INBŌS Los hijos del Sol - Capítulo 2


Llegó el segundo capítulo de "Los Hijos del Sol". En este episodio cruzaremos el Río de la Plata y conoceremos a otro de los protagonistas de esta historia.
Quiero agradecer todos los comentarios que me llegaron por esta historia, y por el blog en general. También hay críticas y son recontra bienvenidas. Gracias a todos... y tranquilos... habrá más "Blog del Tucu".
Volvamos a la historia... vamos a conocer a Seba el uruguayo. Espero sus comentarios. ¡Nos vemos!







INBŌS
LOS HIJOS DEL SOL


Primera Parte
EL DESPERTAR


Capítulo 2: 
Sebastián Ruiz  - “Sentidos”


Montevideo, Uruguay. Septiembre de 2014.

Sobresaltado, Sebastián despertó agitado por el extraño sueño que acababa de tener. Miró el antiguo reloj de mesa: indicaba las cuatro de la madrugada. Un intenso mareo le impedía enfocar su vista en las agujas. Veía cada detalle del despertador con extrema precisión; eso lo descomponía. La profundidad de la imagen y el contraste de los colores, le provocaban una rara sensación. Le pareció estar viendo una de aquellas viejas películas del Cine 3D; las de las gafas anaglíficas azul y roja.

Cerró los ojos y frotó sus párpados con fuerza. Algo se movía cuando fue a ponerse las pantuflas. Veía borroso, pero “ajustó el foco” de su mirada, y la imagen de la araña se amplió como si hubiese aplicado el zoom de una moderna cámara fotográfica: los detalles de la anatomía externa del artrópodo se magnificaron. Se sintió impresionado con la extraña y terrorífica belleza de los cuatro pares de ocelos, y los mortales quelíceros del arácnido.

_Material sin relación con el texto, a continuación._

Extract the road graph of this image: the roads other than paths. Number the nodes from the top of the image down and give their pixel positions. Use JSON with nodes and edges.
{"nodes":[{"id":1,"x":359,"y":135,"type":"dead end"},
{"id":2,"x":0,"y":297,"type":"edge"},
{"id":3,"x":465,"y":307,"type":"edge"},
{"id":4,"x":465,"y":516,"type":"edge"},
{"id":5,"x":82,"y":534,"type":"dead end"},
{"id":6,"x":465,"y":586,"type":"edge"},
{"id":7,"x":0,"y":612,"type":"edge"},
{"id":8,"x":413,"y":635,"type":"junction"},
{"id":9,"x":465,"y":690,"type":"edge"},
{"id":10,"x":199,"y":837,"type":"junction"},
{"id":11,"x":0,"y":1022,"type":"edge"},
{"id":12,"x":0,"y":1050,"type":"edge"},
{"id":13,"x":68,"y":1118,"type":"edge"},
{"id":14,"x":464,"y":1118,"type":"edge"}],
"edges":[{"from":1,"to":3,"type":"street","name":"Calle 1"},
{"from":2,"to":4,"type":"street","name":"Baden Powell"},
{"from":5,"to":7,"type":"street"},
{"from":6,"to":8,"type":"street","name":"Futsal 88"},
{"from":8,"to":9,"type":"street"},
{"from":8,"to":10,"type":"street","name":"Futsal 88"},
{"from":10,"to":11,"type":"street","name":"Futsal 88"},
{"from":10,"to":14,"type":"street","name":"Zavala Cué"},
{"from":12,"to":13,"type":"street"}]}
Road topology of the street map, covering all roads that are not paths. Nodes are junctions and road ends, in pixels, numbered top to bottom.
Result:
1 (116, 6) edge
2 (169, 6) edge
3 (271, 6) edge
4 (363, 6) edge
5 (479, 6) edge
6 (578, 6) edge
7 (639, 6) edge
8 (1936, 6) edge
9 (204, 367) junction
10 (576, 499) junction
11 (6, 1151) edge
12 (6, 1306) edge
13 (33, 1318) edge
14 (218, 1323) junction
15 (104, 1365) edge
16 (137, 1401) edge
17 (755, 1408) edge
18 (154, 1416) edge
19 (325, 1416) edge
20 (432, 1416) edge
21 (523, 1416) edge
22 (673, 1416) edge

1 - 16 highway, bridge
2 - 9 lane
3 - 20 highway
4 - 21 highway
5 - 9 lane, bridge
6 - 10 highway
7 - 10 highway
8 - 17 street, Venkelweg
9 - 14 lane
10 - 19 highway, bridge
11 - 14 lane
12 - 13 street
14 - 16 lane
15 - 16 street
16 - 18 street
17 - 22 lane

"Seba" no pudo trabajar en la oficina. Su jefe, el Ing. Vázquez, le recomendó visitar al oculista de la Obra Social a la cual la Empresa estaba adherida. Aquella misma mañana asistió al consultorio donde lo revisaron exhaustivamente.

–Sus ojos, Señor Ruiz, están en óptimas condiciones. De todas maneras, sería bueno que se hiciese algunos estudios. –dijo el doctor, extendiéndole la orden correspondiente.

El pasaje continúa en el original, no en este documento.